╭─ Source information

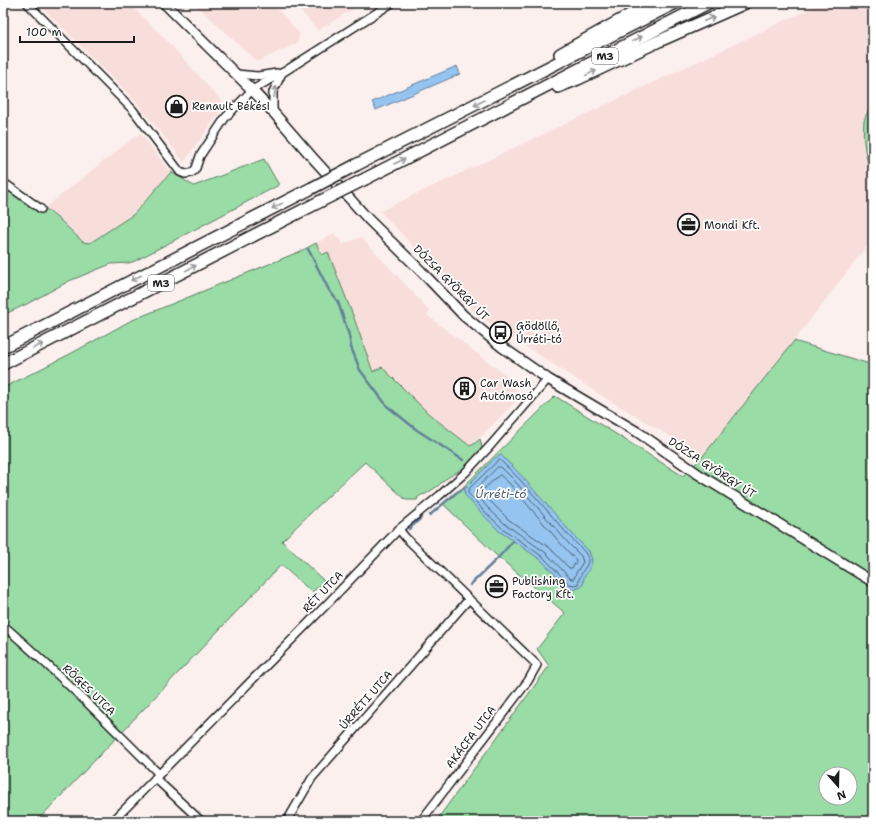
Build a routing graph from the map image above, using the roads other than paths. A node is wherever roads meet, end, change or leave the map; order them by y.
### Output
1 (27, 3) edge
2 (164, 3) edge
3 (392, 3) edge
4 (651, 3) edge
5 (675, 3) edge
6 (708, 3) edge
7 (745, 3) edge
8 (282, 73) junction
9 (236, 74) junction
10 (514, 86) junction
11 (252, 90) junction
12 (503, 108) junction
13 (273, 112) junction
14 (3, 182) edge
15 (41, 209) dead end
16 (3, 347) edge
17 (3, 364) edge
18 (548, 379) junction
19 (399, 529) junction
20 (873, 582) edge
21 (469, 599) junction
22 (3, 625) edge
23 (157, 776) junction
24 (113, 821) edge
25 (201, 821) edge
26 (286, 821) edge
27 (421, 821) edge

1 - 11 street
2 - 9 main road, DÓZSA GYÖRGY ÚT
3 - 8 street
4 - 10 highway
5 - 10 highway, M3
12 -> 6 highway, M3
12 -> 7 highway
8 - 9 street
8 - 11 street
13 -> 8 street
9 - 11 main road, DÓZSA GYÖRGY ÚT
10 -> 16 highway, M3, bridge
11 - 13 main road, DÓZSA GYÖRGY ÚT
17 -> 12 highway, M3, bridge
13 - 18 main road, DÓZSA GYÖRGY ÚT
14 - 15 street
18 - 19 street, RÉT UTCA
18 - 20 main road, DÓZSA GYÖRGY ÚT
19 - 21 street
19 - 23 street, RÉT UTCA
21 - 26 street, ÚRRÉTI UTCA
21 - 27 street, AKÁCFA UTCA
22 - 23 street, RÖGES UTCA
23 - 24 street, RÉT UTCA
23 - 25 street, RÖGES UTCA

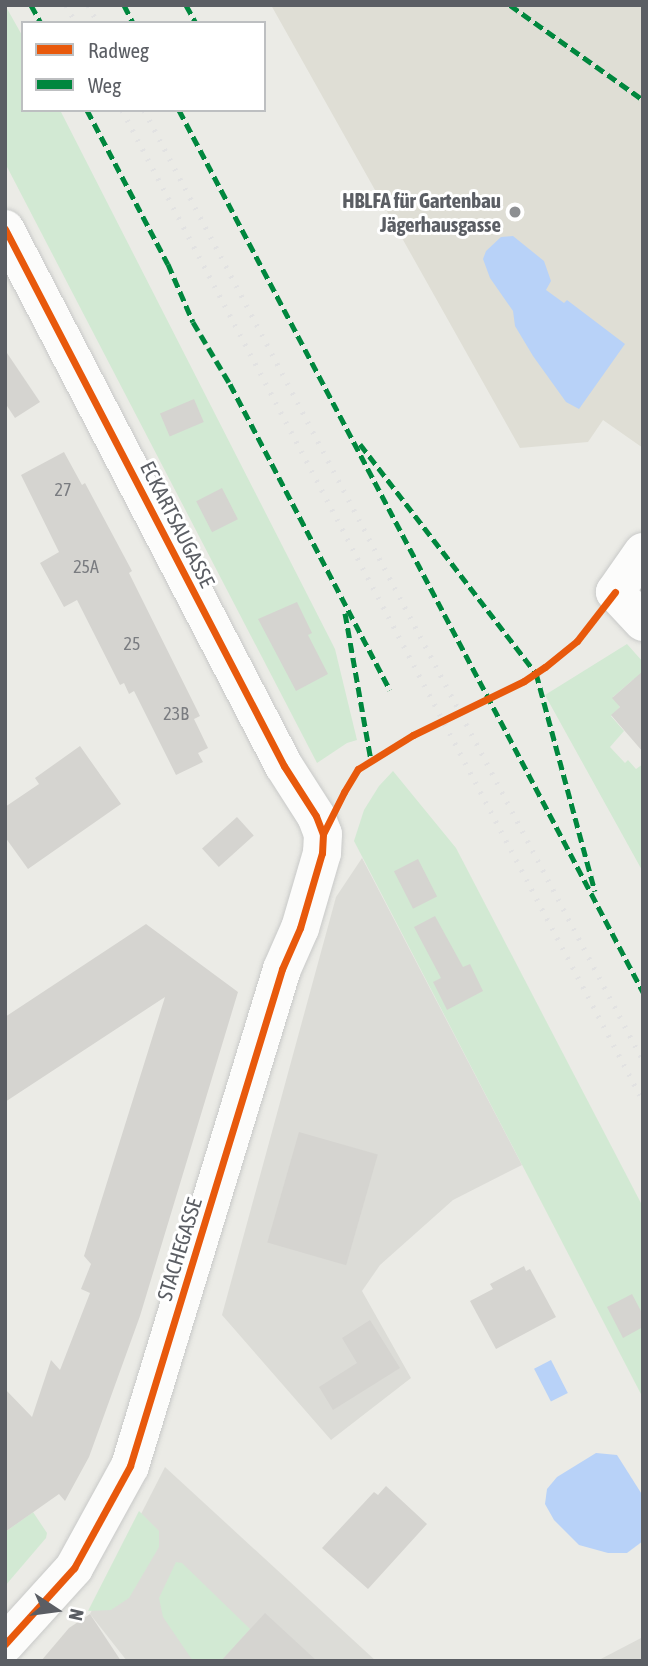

╰─

Retype all records exactly as shown above, images excluded.

■ Output of the exercise
Build a routing graph from the map image above, using the roads other than paths. A node is wherever roads meet, end, change or leave the map; order them by y.
### Output
1 (27, 3) edge
2 (164, 3) edge
3 (392, 3) edge
4 (651, 3) edge
5 (675, 3) edge
6 (708, 3) edge
7 (745, 3) edge
8 (282, 73) junction
9 (236, 74) junction
10 (514, 86) junction
11 (252, 90) junction
12 (503, 108) junction
13 (273, 112) junction
14 (3, 182) edge
15 (41, 209) dead end
16 (3, 347) edge
17 (3, 364) edge
18 (548, 379) junction
19 (399, 529) junction
20 (873, 582) edge
21 (469, 599) junction
22 (3, 625) edge
23 (157, 776) junction
24 (113, 821) edge
25 (201, 821) edge
26 (286, 821) edge
27 (421, 821) edge

1 - 11 street
2 - 9 main road, DÓZSA GYÖRGY ÚT
3 - 8 street
4 - 10 highway
5 - 10 highway, M3
12 -> 6 highway, M3
12 -> 7 highway
8 - 9 street
8 - 11 street
13 -> 8 street
9 - 11 main road, DÓZSA GYÖRGY ÚT
10 -> 16 highway, M3, bridge
11 - 13 main road, DÓZSA GYÖRGY ÚT
17 -> 12 highway, M3, bridge
13 - 18 main road, DÓZSA GYÖRGY ÚT
14 - 15 street
18 - 19 street, RÉT UTCA
18 - 20 main road, DÓZSA GYÖRGY ÚT
19 - 21 street
19 - 23 street, RÉT UTCA
21 - 26 street, ÚRRÉTI UTCA
21 - 27 street, AKÁCFA UTCA
22 - 23 street, RÖGES UTCA
23 - 24 street, RÉT UTCA
23 - 25 street, RÖGES UTCA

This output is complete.